Saved entries:
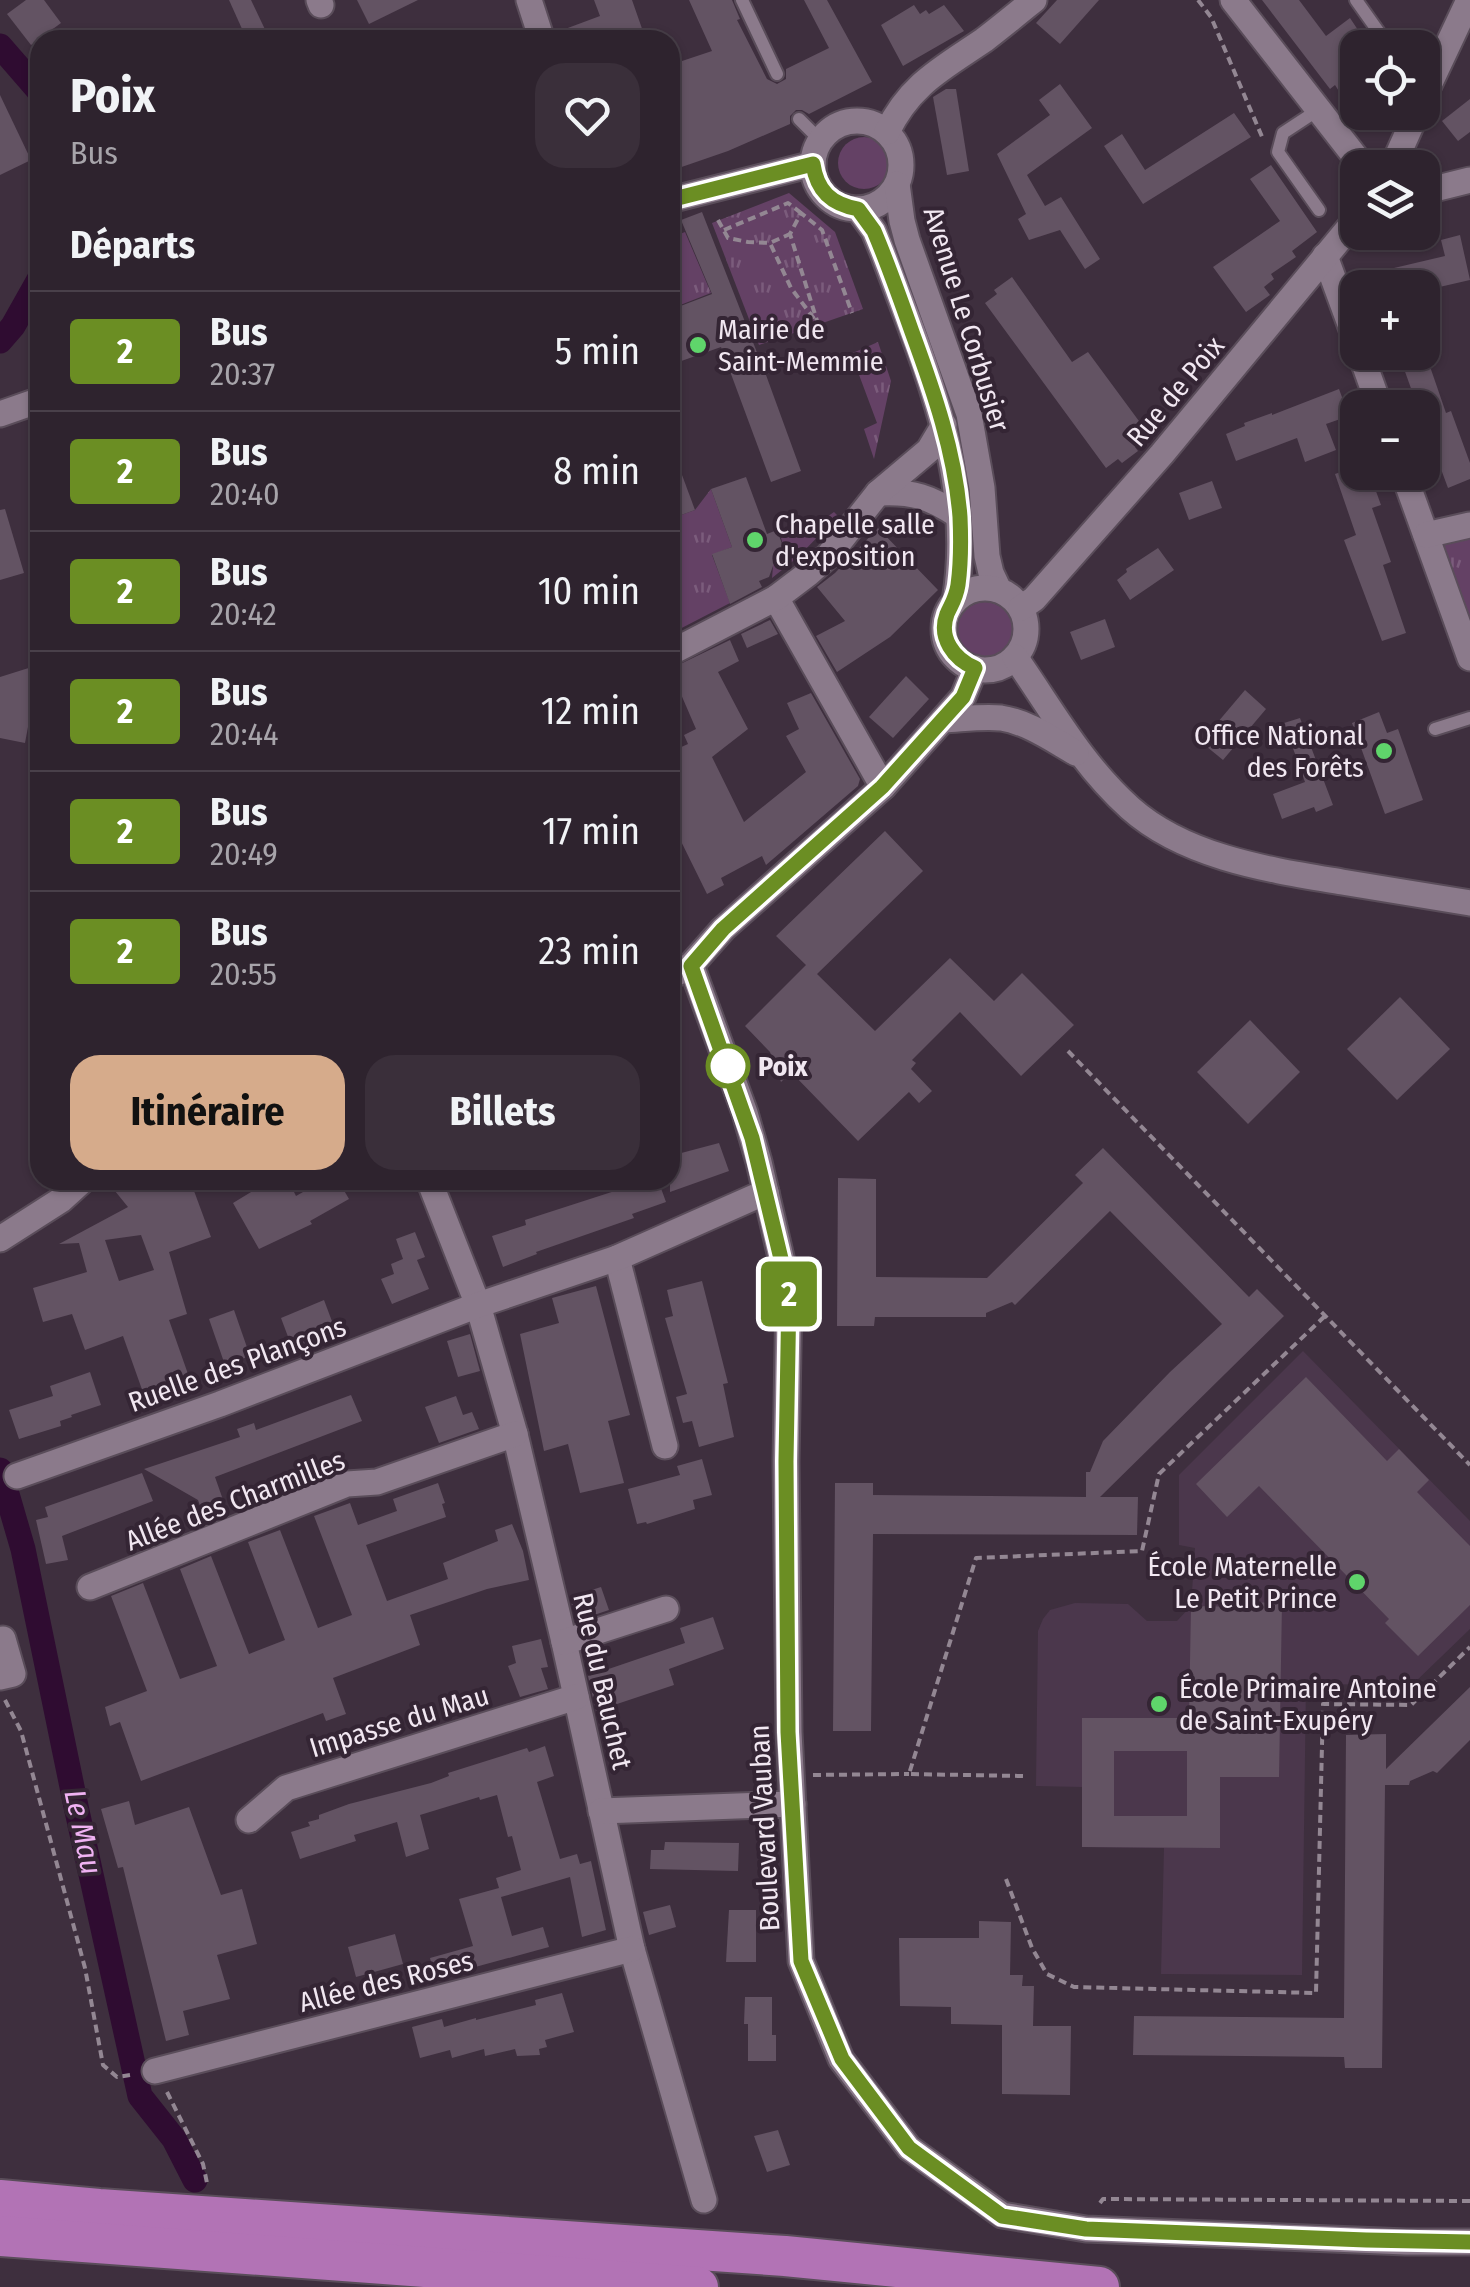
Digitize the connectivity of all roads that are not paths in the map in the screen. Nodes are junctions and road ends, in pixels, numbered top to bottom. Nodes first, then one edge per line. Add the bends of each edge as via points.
1 (529, 0) edge
2 (742, 0) edge
3 (1034, 0) edge
4 (1234, 0) edge
5 (1356, 0) edge
6 (1469, 0) edge
7 (539, 30) edge
8 (1377, 30) edge
9 (1440, 62) edge
10 (777, 74) dead end
11 (1318, 110) junction
12 (799, 119) dead end
13 (892, 122) junction
14 (822, 138) junction
15 (1350, 150) edge
16 (813, 164) junction
17 (1470, 180) edge
18 (897, 184) junction
19 (1440, 188) edge
20 (680, 197) edge
21 (858, 209) junction
22 (1319, 210) dead end
23 (1340, 238) edge
24 (1325, 256) junction
25 (1340, 297) edge
26 (30, 404) edge
27 (0, 414) edge
28 (944, 425) junction
29 (1410, 490) edge
30 (878, 494) junction
31 (960, 516) junction
32 (1470, 525) edge
33 (1426, 535) junction
34 (999, 590) junction
35 (776, 598) junction
36 (955, 601) junction
37 (1028, 604) junction
38 (680, 648) edge
39 (1015, 657) junction
40 (1470, 658) edge
41 (975, 668) junction
42 (1470, 718) edge
43 (944, 720) junction
44 (1435, 729) dead end
45 (1079, 755) junction
46 (882, 787) junction
47 (1470, 903) edge
48 (680, 971) edge
49 (72, 1190) edge
50 (432, 1190) edge
51 (766, 1192) junction
52 (0, 1239) edge
53 (617, 1258) junction
54 (478, 1305) junction
55 (515, 1434) junction
56 (665, 1446) dead end
57 (17, 1476) dead end
58 (90, 1587) dead end
59 (666, 1609) dead end
60 (0, 1640) edge
61 (564, 1642) junction
62 (0, 1677) edge
63 (576, 1697) junction
64 (792, 1804) junction
65 (601, 1811) junction
66 (249, 1820) dead end
67 (632, 1949) junction
68 (155, 2071) road end
69 (0, 2200) edge
70 (704, 2200) dead end
71 (0, 2236) edge
72 (1470, 2242) edge
73 (698, 2287) edge
74 (1100, 2287) edge

1 - 7 street
2 - 10 lane
3 - 13 street via 926,79
4 - 11 street
5 - 8 lane
6 - 9 street
11 - 15 street
11 - 22 lane via 1283,133 1278,152
12 - 14 lane
13 - 14 street via 846,122
13 - 18 street via 901,156
14 - 16 street
16 - 20 street
16 - 21 street via 821,190
17 - 19 street
18 - 21 street via 881,202
18 - 34 street, Avenue Le Corbusier via 907,240 969,414 987,556
21 - 28 street, Avenue Le Corbusier via 883,252
23 - 24 street, Rue de Poix
24 - 25 street
24 - 37 street, Rue de Poix
26 - 27 street
28 - 30 street via 923,456
28 - 31 street, Avenue Le Corbusier
29 - 33 street
30 - 31 street via 914,494
30 - 35 street via 829,555
31 - 36 street, Avenue Le Corbusier
32 - 33 street
33 - 40 street
34 - 36 street via 975,588
34 - 37 street
35 - 38 street
35 - 46 street
36 - 41 street, Avenue Le Corbusier via 944,626 946,640 962,663
37 - 39 street via 1026,639
39 - 41 street via 997,668
39 - 45 street
41 - 43 street
42 - 44 lane
43 - 45 street via 1018,722
43 - 46 street
45 - 47 street via 1131,810 1198,848 1251,866
46 - 48 street
48 - 51 street, Boulevard Vauban via 744,1113
49 - 52 street
50 - 54 street, Rue du Bauchet
51 - 53 street, Ruelle des Plançons
51 - 64 street, Boulevard Vauban via 789,1292
53 - 54 street, Ruelle des Plançons
53 - 56 street
54 - 55 street, Rue du Bauchet
54 - 57 street, Ruelle des Plançons
55 - 58 street, Allée des Charmilles via 377,1482 347,1484
55 - 61 street, Rue du Bauchet
59 - 61 street
60 - 62 street via 13,1674
61 - 63 street, Rue du Bauchet
63 - 65 street, Rue du Bauchet
63 - 66 street, Impasse du Mau via 286,1788
64 - 65 street
64 - 72 street, Boulevard Vauban via 801,1961 842,2059 909,2148 1002,2216 1086,2229
65 - 67 street, Rue du Bauchet
67 - 68 street, Allée des Roses
67 - 70 street, Rue du Bauchet
69 - 74 main road via 785,2256
71 - 73 main road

ASSIGNMENT: Among the entries above, identify all lines with "Ruelle" and copy them.

WRITTEN RESPONSE:
51 - 53 street, Ruelle des Plançons
53 - 54 street, Ruelle des Plançons
54 - 57 street, Ruelle des Plançons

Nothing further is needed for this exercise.